L'Auteur s'assit et porta le verre à ses lèvres et, à peine le liquide eût-il touché ses lèvres, il se figea. Dans un récit de moins bonne tenue, il aurait écarté lentement le verre de sa bouche, l'aurait fixé avec des yeux écarquillés où aurait tremblé un instant une étincelle d'horreur avant que son regard ne s'éteigne ; le verre échappé se serait fracassé sur le parquet et le feu de la cheminée aurait dansé comme un farfadet joueur dans le cognac répandu ; son corps, empoisonné, mort, se serait affaissé dans le fauteuil. Il aurait fallu inventer un détective qui aurait vainement relevé des indices et un professeur d'un lycée voisin qui aurait finalement résolu l'affaire.

Mais ce n'était pas la mort que l'Auteur avait aperçu dans son cognac : comme la geisha au fond d'un verre à saké du meilleur goût, c'était sa muse qui était revenue.

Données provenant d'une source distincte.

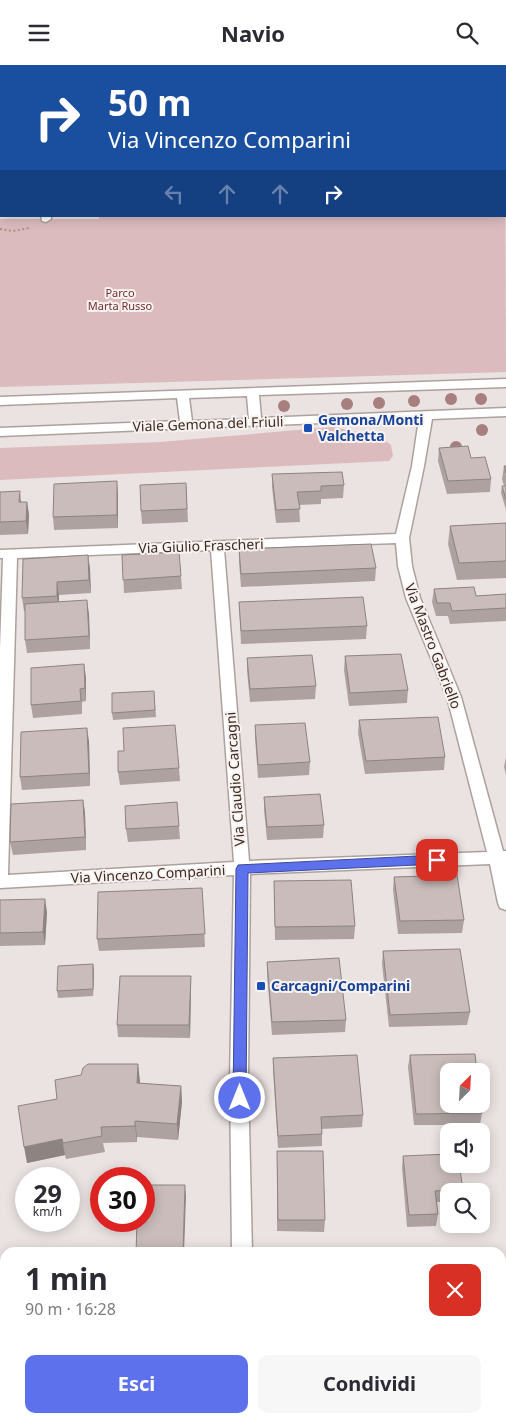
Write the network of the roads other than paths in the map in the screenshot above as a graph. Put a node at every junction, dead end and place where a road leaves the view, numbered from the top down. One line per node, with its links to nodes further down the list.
1 (506, 383): 2 (street)
2 (252, 392): 3 (street); 7 (street)
3 (183, 394): 4 (street); 8 (street)
4 (0, 401)
5 (506, 412): 6 (street, Viale Gemona del Friuli)
6 (426, 415): 7 (street, Viale Gemona del Friuli); 10 (street, Via Mastro Gabriello)
7 (255, 423): 8 (street, Viale Gemona del Friuli)
8 (186, 425): 9 (street, Viale Gemona del Friuli)
9 (0, 432)
10 (402, 538): 11 (street, Via Giulio Frascheri); 13 (street, Via Mastro Gabriello)
11 (217, 545): 12 (street, Via Giulio Frascheri); 14 (street, Via Claudio Carcagni)
12 (5, 554): 15 (street)
13 (501, 857): 14 (street, Via Vincenzo Comparini); 16 (street, Via Mastro Gabriello)
14 (242, 869): 15 (street, Via Vincenzo Comparini); 17 (street, Via Claudio Carcagni)
15 (0, 882)
16 (506, 903)
17 (242, 1247)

L'Auteur s'est alors levé et, d'une voix encore mal assurée, dit à son invité :

J'ai une idée de billet.

Fin du billet n°414 : Où l'on rend hommage au temps jadis...

  • L'Auteur renouera-t-il avec l'écriture ?
  • Arrivera-t-il enfin à commencer un billet à propos de J. Edgar, de Clint Eastwood ?
  • Dira-t-il deux ou trois mots de Kingsley Amis ?
  • Verra-t-on enfin des dessins de wombats sur ce blog ?

Vous aimeriez bien le savoir, hein ?
Eh, bien ! Rendez-vous au prochain billet !

Commentaires

1. Le lundi 30 janvier 2012, 08:46 par bertrand

Chic chic chic !

2. Le lundi 30 janvier 2012, 20:47 par Bill

Ben pour un retour, c'est un bon retour. Ton style me manquait. Et vivent les allitérations !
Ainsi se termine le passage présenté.